═══ Data records ═══
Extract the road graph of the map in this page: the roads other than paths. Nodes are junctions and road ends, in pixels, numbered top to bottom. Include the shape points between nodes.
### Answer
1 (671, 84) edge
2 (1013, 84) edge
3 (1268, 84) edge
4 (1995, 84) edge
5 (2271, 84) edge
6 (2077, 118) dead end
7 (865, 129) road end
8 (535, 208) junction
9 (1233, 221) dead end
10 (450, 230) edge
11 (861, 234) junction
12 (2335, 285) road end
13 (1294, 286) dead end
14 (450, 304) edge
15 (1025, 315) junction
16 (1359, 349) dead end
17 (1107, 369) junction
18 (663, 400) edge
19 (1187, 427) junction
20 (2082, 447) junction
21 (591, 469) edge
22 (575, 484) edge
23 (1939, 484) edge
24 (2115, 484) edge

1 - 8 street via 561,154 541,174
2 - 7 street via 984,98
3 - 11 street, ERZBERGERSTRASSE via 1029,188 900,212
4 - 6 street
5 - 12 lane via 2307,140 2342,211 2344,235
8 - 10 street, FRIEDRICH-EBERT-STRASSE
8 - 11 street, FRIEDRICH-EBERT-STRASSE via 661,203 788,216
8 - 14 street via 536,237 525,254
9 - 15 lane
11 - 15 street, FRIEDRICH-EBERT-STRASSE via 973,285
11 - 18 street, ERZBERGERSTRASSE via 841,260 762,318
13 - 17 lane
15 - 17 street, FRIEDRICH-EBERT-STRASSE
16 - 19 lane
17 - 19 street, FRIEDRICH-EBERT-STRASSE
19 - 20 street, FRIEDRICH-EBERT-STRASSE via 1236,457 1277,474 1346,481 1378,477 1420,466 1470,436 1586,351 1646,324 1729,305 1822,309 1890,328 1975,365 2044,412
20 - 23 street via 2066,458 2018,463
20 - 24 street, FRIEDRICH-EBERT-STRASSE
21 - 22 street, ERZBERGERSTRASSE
═══
═══ Data records ═══
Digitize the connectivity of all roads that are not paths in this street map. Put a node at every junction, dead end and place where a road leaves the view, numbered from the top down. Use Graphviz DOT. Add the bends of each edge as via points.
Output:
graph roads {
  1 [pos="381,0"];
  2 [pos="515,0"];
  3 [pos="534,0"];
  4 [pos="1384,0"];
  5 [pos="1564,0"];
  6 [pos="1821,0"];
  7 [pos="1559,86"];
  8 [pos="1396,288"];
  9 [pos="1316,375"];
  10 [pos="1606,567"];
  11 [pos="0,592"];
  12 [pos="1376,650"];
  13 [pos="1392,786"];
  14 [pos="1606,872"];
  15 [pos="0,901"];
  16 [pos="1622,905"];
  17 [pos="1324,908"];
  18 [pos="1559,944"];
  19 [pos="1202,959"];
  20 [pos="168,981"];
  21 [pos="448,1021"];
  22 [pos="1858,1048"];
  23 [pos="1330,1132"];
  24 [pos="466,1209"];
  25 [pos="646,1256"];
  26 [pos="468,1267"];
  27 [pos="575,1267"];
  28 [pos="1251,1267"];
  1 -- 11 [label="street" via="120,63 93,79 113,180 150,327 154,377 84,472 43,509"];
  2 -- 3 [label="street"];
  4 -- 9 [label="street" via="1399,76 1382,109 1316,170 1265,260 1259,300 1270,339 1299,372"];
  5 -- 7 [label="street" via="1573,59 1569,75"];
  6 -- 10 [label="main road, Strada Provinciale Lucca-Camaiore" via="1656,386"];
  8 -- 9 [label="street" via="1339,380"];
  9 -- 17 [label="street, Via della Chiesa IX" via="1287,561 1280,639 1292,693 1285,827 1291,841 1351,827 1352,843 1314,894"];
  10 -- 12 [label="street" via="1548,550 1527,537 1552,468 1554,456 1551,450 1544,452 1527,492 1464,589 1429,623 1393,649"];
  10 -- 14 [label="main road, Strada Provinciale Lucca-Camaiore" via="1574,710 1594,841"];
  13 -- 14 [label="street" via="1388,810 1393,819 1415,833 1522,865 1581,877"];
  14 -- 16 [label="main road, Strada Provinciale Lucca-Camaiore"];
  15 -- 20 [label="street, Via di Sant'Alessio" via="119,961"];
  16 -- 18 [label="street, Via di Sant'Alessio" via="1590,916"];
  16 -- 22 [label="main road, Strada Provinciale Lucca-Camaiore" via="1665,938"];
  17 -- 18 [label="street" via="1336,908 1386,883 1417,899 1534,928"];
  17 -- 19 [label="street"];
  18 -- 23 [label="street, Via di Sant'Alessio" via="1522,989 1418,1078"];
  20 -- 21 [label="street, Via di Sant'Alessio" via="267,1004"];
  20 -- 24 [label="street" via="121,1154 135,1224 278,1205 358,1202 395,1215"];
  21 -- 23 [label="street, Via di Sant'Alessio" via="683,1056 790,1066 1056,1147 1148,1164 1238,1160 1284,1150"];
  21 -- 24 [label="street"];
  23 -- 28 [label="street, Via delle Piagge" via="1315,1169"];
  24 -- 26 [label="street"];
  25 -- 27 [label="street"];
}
═══
═══ Data records ═══
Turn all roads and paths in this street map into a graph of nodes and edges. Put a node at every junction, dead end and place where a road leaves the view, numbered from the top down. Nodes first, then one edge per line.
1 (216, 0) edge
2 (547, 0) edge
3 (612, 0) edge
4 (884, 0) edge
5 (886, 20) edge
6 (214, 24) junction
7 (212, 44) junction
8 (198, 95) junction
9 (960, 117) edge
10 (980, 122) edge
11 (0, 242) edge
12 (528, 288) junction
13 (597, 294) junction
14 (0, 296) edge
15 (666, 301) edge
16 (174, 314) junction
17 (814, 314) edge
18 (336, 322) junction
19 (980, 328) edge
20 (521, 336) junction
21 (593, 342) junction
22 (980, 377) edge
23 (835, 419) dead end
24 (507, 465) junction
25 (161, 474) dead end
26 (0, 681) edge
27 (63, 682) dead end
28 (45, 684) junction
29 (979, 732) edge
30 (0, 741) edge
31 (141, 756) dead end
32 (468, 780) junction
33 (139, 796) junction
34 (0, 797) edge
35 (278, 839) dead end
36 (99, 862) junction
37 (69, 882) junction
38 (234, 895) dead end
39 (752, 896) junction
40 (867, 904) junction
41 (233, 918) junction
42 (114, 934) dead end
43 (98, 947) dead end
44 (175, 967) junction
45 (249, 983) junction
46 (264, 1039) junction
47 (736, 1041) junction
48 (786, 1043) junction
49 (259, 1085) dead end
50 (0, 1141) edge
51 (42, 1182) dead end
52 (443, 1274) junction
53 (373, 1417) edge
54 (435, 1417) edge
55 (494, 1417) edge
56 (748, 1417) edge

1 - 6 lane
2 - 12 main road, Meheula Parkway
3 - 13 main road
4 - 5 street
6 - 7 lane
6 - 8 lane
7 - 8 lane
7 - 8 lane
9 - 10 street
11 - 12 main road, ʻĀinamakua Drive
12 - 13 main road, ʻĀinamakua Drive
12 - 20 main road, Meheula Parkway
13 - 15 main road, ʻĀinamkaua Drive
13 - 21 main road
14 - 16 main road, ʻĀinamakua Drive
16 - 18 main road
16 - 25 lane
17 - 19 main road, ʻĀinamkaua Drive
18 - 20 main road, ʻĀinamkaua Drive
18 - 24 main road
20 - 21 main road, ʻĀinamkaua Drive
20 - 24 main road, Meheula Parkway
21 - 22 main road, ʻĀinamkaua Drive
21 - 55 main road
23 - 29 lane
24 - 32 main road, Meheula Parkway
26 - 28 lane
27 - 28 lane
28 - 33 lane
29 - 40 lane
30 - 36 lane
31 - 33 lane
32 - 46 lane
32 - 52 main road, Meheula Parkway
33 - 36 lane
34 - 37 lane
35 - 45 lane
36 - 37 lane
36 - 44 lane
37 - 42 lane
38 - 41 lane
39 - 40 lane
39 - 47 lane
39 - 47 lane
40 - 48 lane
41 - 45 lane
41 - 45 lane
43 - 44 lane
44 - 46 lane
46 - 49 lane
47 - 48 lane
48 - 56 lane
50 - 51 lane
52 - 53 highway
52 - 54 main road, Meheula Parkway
═══
The word "ʻĀinamakua" may appear in several lines of the data; count those lines and give only the number.

3